> _TASK OBJECTIVE_:
Output all of the data verbatim.

> _Collected data entries_:
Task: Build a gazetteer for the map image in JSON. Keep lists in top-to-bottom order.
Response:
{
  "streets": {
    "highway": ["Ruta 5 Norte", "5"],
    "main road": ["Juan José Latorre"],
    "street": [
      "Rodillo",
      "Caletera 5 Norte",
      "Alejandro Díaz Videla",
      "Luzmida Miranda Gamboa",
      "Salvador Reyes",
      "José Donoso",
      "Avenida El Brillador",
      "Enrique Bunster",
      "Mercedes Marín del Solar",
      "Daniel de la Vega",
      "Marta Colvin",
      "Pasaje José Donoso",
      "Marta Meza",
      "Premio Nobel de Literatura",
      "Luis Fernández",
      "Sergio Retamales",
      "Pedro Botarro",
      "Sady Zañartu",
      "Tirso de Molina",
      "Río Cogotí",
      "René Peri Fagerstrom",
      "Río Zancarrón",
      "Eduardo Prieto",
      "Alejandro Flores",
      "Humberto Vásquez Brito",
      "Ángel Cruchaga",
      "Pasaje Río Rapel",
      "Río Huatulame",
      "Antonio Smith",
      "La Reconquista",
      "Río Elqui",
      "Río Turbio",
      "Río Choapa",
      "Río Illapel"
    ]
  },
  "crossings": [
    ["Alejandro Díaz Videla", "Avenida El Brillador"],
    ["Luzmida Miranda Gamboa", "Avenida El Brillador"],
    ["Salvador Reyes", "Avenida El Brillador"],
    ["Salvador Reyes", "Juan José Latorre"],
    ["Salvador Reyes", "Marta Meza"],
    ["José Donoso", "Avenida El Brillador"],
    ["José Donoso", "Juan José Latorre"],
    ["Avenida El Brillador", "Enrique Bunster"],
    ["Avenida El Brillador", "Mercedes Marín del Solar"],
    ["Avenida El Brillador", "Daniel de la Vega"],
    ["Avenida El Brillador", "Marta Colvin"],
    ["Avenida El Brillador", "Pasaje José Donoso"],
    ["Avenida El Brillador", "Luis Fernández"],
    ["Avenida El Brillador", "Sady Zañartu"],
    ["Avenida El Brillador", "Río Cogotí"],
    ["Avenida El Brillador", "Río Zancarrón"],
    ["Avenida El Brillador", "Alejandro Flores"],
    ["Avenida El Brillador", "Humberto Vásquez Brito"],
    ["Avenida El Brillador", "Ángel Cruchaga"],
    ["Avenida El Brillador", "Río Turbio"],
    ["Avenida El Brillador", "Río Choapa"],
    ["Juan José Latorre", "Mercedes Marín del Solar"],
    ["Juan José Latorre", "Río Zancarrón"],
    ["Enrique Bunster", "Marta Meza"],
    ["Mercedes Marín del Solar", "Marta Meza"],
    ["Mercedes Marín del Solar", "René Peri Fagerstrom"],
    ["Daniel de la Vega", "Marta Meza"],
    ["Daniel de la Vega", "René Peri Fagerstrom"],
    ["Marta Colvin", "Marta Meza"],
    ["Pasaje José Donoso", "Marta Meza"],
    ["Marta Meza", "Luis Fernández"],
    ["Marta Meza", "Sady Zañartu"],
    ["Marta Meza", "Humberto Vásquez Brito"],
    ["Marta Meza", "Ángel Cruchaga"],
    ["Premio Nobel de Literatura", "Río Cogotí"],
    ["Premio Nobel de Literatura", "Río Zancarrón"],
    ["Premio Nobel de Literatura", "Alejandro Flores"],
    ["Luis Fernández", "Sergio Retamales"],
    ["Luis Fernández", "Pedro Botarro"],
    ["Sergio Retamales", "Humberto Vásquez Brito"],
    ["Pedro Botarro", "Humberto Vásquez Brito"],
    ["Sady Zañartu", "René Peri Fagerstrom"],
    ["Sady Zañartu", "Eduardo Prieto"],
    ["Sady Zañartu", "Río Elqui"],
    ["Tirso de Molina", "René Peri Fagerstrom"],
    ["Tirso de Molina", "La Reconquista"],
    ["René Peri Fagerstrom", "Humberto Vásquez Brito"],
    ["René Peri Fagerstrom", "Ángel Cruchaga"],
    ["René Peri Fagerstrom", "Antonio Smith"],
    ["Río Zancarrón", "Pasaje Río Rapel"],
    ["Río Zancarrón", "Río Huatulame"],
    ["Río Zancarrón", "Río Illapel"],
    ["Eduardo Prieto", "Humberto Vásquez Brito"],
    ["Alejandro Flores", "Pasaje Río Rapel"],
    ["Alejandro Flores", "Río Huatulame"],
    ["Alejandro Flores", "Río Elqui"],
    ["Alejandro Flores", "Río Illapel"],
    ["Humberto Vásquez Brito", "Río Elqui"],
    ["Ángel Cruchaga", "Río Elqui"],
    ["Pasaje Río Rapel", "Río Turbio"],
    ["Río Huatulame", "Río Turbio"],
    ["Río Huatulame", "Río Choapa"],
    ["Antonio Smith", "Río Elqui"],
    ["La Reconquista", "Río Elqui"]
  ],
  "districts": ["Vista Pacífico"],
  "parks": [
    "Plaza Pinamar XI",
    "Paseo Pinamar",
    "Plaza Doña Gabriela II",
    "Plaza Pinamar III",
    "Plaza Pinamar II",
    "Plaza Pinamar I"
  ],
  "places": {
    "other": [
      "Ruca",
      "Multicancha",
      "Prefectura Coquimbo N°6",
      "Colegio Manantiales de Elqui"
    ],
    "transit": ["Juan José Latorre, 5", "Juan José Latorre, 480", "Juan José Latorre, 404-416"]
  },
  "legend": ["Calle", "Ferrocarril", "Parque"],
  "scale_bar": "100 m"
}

> _YOUR SOLUTION_:
Task: Build a gazetteer for the map image in JSON. Keep lists in top-to-bottom order.
Response:
{
  "streets": {
    "highway": ["Ruta 5 Norte", "5"],
    "main road": ["Juan José Latorre"],
    "street": [
      "Rodillo",
      "Caletera 5 Norte",
      "Alejandro Díaz Videla",
      "Luzmida Miranda Gamboa",
      "Salvador Reyes",
      "José Donoso",
      "Avenida El Brillador",
      "Enrique Bunster",
      "Mercedes Marín del Solar",
      "Daniel de la Vega",
      "Marta Colvin",
      "Pasaje José Donoso",
      "Marta Meza",
      "Premio Nobel de Literatura",
      "Luis Fernández",
      "Sergio Retamales",
      "Pedro Botarro",
      "Sady Zañartu",
      "Tirso de Molina",
      "Río Cogotí",
      "René Peri Fagerstrom",
      "Río Zancarrón",
      "Eduardo Prieto",
      "Alejandro Flores",
      "Humberto Vásquez Brito",
      "Ángel Cruchaga",
      "Pasaje Río Rapel",
      "Río Huatulame",
      "Antonio Smith",
      "La Reconquista",
      "Río Elqui",
      "Río Turbio",
      "Río Choapa",
      "Río Illapel"
    ]
  },
  "crossings": [
    ["Alejandro Díaz Videla", "Avenida El Brillador"],
    ["Luzmida Miranda Gamboa", "Avenida El Brillador"],
    ["Salvador Reyes", "Avenida El Brillador"],
    ["Salvador Reyes", "Juan José Latorre"],
    ["Salvador Reyes", "Marta Meza"],
    ["José Donoso", "Avenida El Brillador"],
    ["José Donoso", "Juan José Latorre"],
    ["Avenida El Brillador", "Enrique Bunster"],
    ["Avenida El Brillador", "Mercedes Marín del Solar"],
    ["Avenida El Brillador", "Daniel de la Vega"],
    ["Avenida El Brillador", "Marta Colvin"],
    ["Avenida El Brillador", "Pasaje José Donoso"],
    ["Avenida El Brillador", "Luis Fernández"],
    ["Avenida El Brillador", "Sady Zañartu"],
    ["Avenida El Brillador", "Río Cogotí"],
    ["Avenida El Brillador", "Río Zancarrón"],
    ["Avenida El Brillador", "Alejandro Flores"],
    ["Avenida El Brillador", "Humberto Vásquez Brito"],
    ["Avenida El Brillador", "Ángel Cruchaga"],
    ["Avenida El Brillador", "Río Turbio"],
    ["Avenida El Brillador", "Río Choapa"],
    ["Juan José Latorre", "Mercedes Marín del Solar"],
    ["Juan José Latorre", "Río Zancarrón"],
    ["Enrique Bunster", "Marta Meza"],
    ["Mercedes Marín del Solar", "Marta Meza"],
    ["Mercedes Marín del Solar", "René Peri Fagerstrom"],
    ["Daniel de la Vega", "Marta Meza"],
    ["Daniel de la Vega", "René Peri Fagerstrom"],
    ["Marta Colvin", "Marta Meza"],
    ["Pasaje José Donoso", "Marta Meza"],
    ["Marta Meza", "Luis Fernández"],
    ["Marta Meza", "Sady Zañartu"],
    ["Marta Meza", "Humberto Vásquez Brito"],
    ["Marta Meza", "Ángel Cruchaga"],
    ["Premio Nobel de Literatura", "Río Cogotí"],
    ["Premio Nobel de Literatura", "Río Zancarrón"],
    ["Premio Nobel de Literatura", "Alejandro Flores"],
    ["Luis Fernández", "Sergio Retamales"],
    ["Luis Fernández", "Pedro Botarro"],
    ["Sergio Retamales", "Humberto Vásquez Brito"],
    ["Pedro Botarro", "Humberto Vásquez Brito"],
    ["Sady Zañartu", "René Peri Fagerstrom"],
    ["Sady Zañartu", "Eduardo Prieto"],
    ["Sady Zañartu", "Río Elqui"],
    ["Tirso de Molina", "René Peri Fagerstrom"],
    ["Tirso de Molina", "La Reconquista"],
    ["René Peri Fagerstrom", "Humberto Vásquez Brito"],
    ["René Peri Fagerstrom", "Ángel Cruchaga"],
    ["René Peri Fagerstrom", "Antonio Smith"],
    ["Río Zancarrón", "Pasaje Río Rapel"],
    ["Río Zancarrón", "Río Huatulame"],
    ["Río Zancarrón", "Río Illapel"],
    ["Eduardo Prieto", "Humberto Vásquez Brito"],
    ["Alejandro Flores", "Pasaje Río Rapel"],
    ["Alejandro Flores", "Río Huatulame"],
    ["Alejandro Flores", "Río Elqui"],
    ["Alejandro Flores", "Río Illapel"],
    ["Humberto Vásquez Brito", "Río Elqui"],
    ["Ángel Cruchaga", "Río Elqui"],
    ["Pasaje Río Rapel", "Río Turbio"],
    ["Río Huatulame", "Río Turbio"],
    ["Río Huatulame", "Río Choapa"],
    ["Antonio Smith", "Río Elqui"],
    ["La Reconquista", "Río Elqui"]
  ],
  "districts": ["Vista Pacífico"],
  "parks": [
    "Plaza Pinamar XI",
    "Paseo Pinamar",
    "Plaza Doña Gabriela II",
    "Plaza Pinamar III",
    "Plaza Pinamar II",
    "Plaza Pinamar I"
  ],
  "places": {
    "other": [
      "Ruca",
      "Multicancha",
      "Prefectura Coquimbo N°6",
      "Colegio Manantiales de Elqui"
    ],
    "transit": ["Juan José Latorre, 5", "Juan José Latorre, 480", "Juan José Latorre, 404-416"]
  },
  "legend": ["Calle", "Ferrocarril", "Parque"],
  "scale_bar": "100 m"
}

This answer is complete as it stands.